You are not your job

Do you have the right mindset to survive job volatility?  

Steve Ahern shares his advice about resilience in media industry employment.
 

I mentor and train radio industry people all around the world and sooner or later the conversation turns to getting a job, career advancement and losing a job.

Part of my advice is always to separate your professional and personal self enough to insulate you from the inevitable ups and downs of this business.

You are not your job.

You are you. You do your job.

You may love your job, but don’t let it define you.

This is extremely important in times of job instability and sudden career changes.

Have you found yourself saying things like, “I’m a breakfast announcer on the x network in Y town.”

Definitions of yourself like this reinforce in your mind and the minds of your friends, family and acquaintances that you are defined by your job, employer and location.

Are you really defined by that?

A self-definition such as that says nothing about you personally. Think about it. You are also a family person (father, mother, son or daughter), you have people around you who love you, they are separate from your work. You are part of a community, maybe you play sport, belong to a theatre group, attend a church, they are also separate from your work. You have friends who value you, who support you, who enjoy your company. You are so much more than your job.
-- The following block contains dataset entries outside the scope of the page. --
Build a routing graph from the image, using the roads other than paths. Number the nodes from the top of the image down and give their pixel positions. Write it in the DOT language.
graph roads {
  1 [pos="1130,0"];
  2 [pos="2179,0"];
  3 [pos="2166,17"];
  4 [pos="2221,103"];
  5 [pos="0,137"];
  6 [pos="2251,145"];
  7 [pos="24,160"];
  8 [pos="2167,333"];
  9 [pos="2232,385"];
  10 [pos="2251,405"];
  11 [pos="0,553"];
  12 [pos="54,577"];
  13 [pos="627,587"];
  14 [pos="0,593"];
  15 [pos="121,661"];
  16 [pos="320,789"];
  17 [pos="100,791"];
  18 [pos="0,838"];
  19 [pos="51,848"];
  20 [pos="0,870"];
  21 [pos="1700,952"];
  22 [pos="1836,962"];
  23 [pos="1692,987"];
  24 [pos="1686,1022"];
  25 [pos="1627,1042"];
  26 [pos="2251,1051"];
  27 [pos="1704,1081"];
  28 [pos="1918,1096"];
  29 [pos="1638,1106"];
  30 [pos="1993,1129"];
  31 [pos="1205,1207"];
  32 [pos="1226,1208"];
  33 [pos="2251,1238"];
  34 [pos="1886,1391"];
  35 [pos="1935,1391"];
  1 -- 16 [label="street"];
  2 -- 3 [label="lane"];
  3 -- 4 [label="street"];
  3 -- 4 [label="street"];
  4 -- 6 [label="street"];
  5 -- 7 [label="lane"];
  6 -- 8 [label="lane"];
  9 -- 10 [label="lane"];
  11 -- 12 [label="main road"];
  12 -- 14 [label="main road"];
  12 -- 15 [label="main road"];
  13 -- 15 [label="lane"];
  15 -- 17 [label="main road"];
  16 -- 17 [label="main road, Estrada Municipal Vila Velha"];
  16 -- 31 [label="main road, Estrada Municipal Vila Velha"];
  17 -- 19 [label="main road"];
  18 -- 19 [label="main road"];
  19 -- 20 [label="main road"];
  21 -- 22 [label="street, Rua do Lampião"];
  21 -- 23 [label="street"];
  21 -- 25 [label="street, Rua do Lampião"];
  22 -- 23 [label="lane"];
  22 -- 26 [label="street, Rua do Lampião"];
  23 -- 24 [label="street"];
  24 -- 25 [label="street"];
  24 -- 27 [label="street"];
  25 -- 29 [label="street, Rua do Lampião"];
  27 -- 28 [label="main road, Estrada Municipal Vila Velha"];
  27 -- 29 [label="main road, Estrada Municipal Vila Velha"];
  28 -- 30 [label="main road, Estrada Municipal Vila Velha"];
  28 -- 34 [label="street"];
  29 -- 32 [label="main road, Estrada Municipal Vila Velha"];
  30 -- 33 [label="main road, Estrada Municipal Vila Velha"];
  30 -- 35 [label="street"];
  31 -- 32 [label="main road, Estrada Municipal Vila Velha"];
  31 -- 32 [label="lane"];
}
Of course your job intersects with some of your personal interests. Maybe some of your friends also work in radio, maybe you’re on the company sporting team. But don’t put all your eggs in one basket, make sure that you are involved with things outside of the radio industry, it will immunise you against any sudden disconnection that may happen to you.

 

Now that you have thought about how you define yourself when you speak, it’s time to check your social media profile.

Look at the description and/or ‘About me’ section of your social media accounts. Is the first thing that people see the job you do and the place you work? Perhaps you should change this. Ask yourself, if I didn’t have this job, if I didn’t work in radio, what would I write here. Maybe it would be ‘curious researcher,’ ‘storyteller,’ ‘proud dad/mum,’ ‘enthusiastic surfer,’ ‘artist,’ ‘I love cooking,’ ‘I love music’ or something similar.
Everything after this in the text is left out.